*Requirement*
Down to the last line, retype the records below exactly and skip the pictures.

*Exercise data*
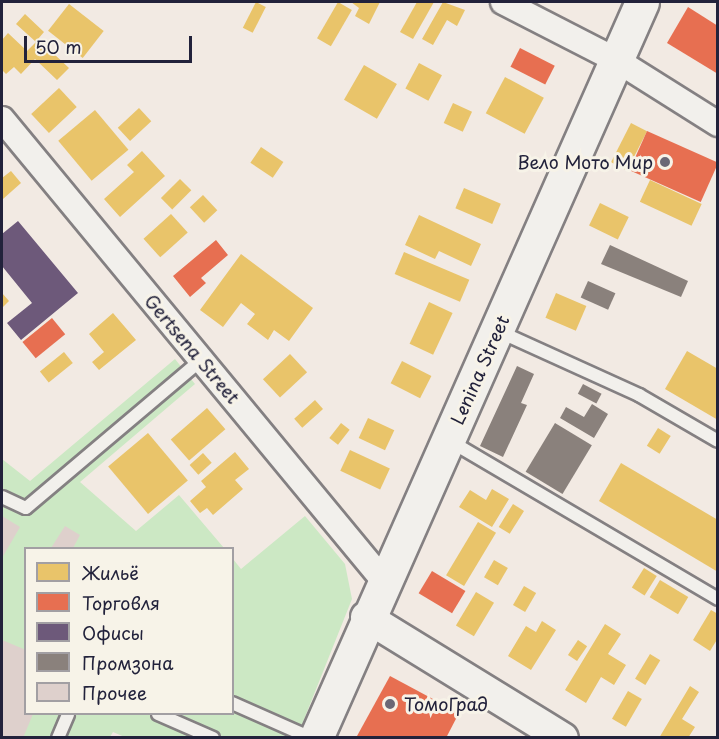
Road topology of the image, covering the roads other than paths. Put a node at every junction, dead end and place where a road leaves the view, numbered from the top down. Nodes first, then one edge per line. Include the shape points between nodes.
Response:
1 (503, 2) edge
2 (642, 2) edge
3 (618, 61) junction
4 (2, 119) edge
5 (717, 124) edge
6 (498, 331) junction
7 (201, 360) junction
8 (449, 440) junction
9 (717, 441) edge
10 (2, 497) edge
11 (383, 580) junction
12 (717, 599) edge
13 (366, 617) junction
14 (234, 704) edge
15 (68, 715) edge
16 (160, 715) edge
17 (58, 738) edge
18 (213, 738) edge
19 (311, 738) edge
20 (316, 738) edge
21 (563, 738) edge

1 - 3 street
2 - 3 main road, Lenina Street
3 - 5 street
3 - 6 main road, Lenina Street
4 - 7 street, Gertsena Street
6 - 8 main road, Lenina Street
6 - 9 lane via 639,395
7 - 10 lane via 26,508
7 - 11 street, Gertsena Street
8 - 11 main road, Lenina Street
8 - 12 lane
11 - 13 main road, Lenina Street
13 - 20 main road, Lenina Street
13 - 21 street
14 - 19 lane
15 - 17 lane
16 - 18 lane

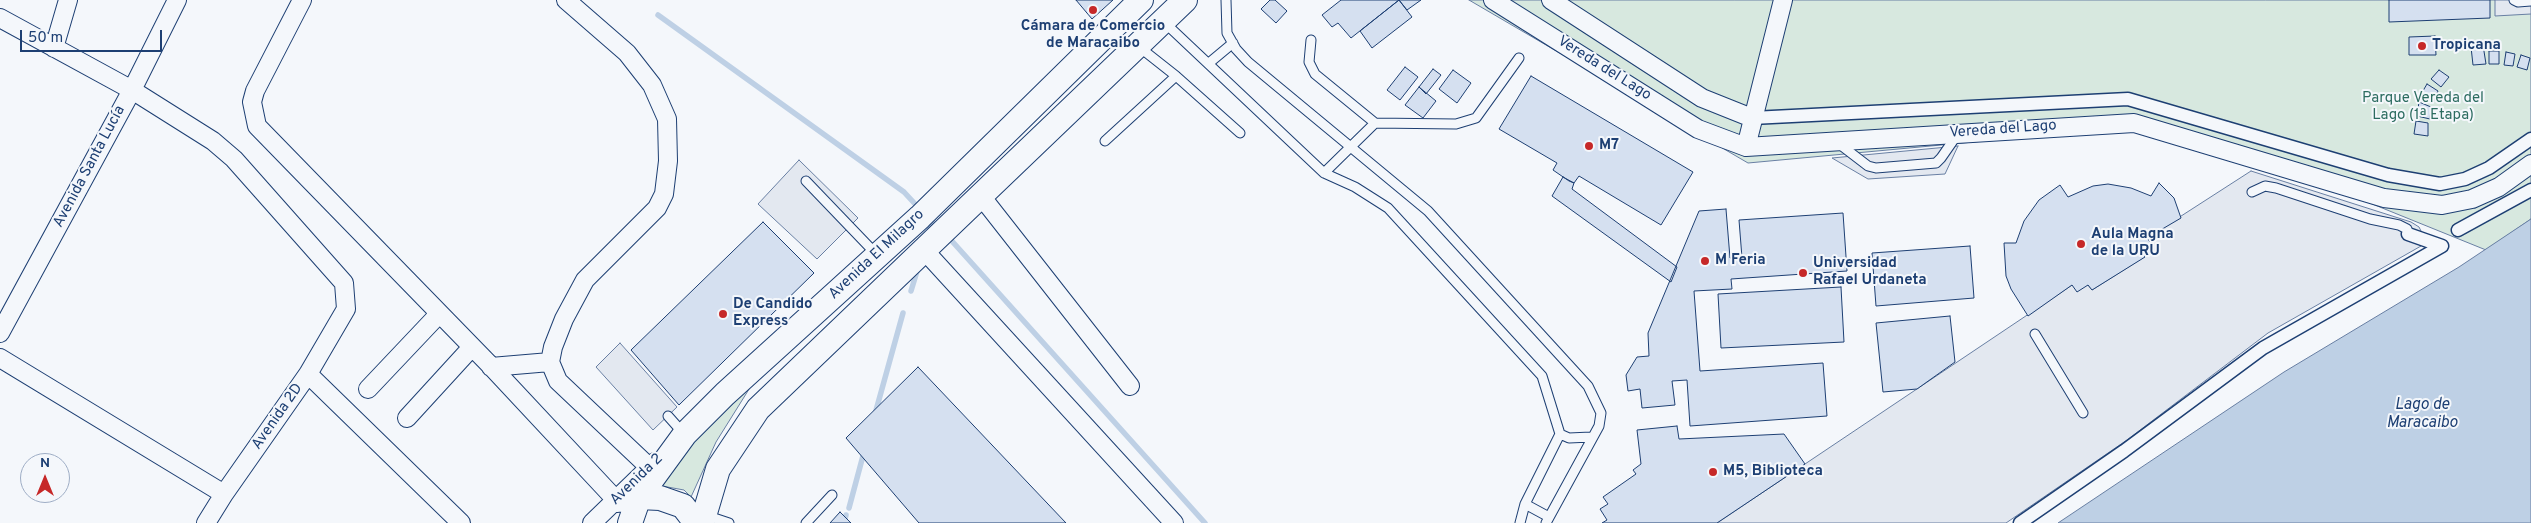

*Answer to this task*
Road topology of the image, covering the roads other than paths. Put a node at every junction, dead end and place where a road leaves the view, numbered from the top down. Nodes first, then one edge per line. Include the shape points between nodes.
Response:
1 (503, 2) edge
2 (642, 2) edge
3 (618, 61) junction
4 (2, 119) edge
5 (717, 124) edge
6 (498, 331) junction
7 (201, 360) junction
8 (449, 440) junction
9 (717, 441) edge
10 (2, 497) edge
11 (383, 580) junction
12 (717, 599) edge
13 (366, 617) junction
14 (234, 704) edge
15 (68, 715) edge
16 (160, 715) edge
17 (58, 738) edge
18 (213, 738) edge
19 (311, 738) edge
20 (316, 738) edge
21 (563, 738) edge

1 - 3 street
2 - 3 main road, Lenina Street
3 - 5 street
3 - 6 main road, Lenina Street
4 - 7 street, Gertsena Street
6 - 8 main road, Lenina Street
6 - 9 lane via 639,395
7 - 10 lane via 26,508
7 - 11 street, Gertsena Street
8 - 11 main road, Lenina Street
8 - 12 lane
11 - 13 main road, Lenina Street
13 - 20 main road, Lenina Street
13 - 21 street
14 - 19 lane
15 - 17 lane
16 - 18 lane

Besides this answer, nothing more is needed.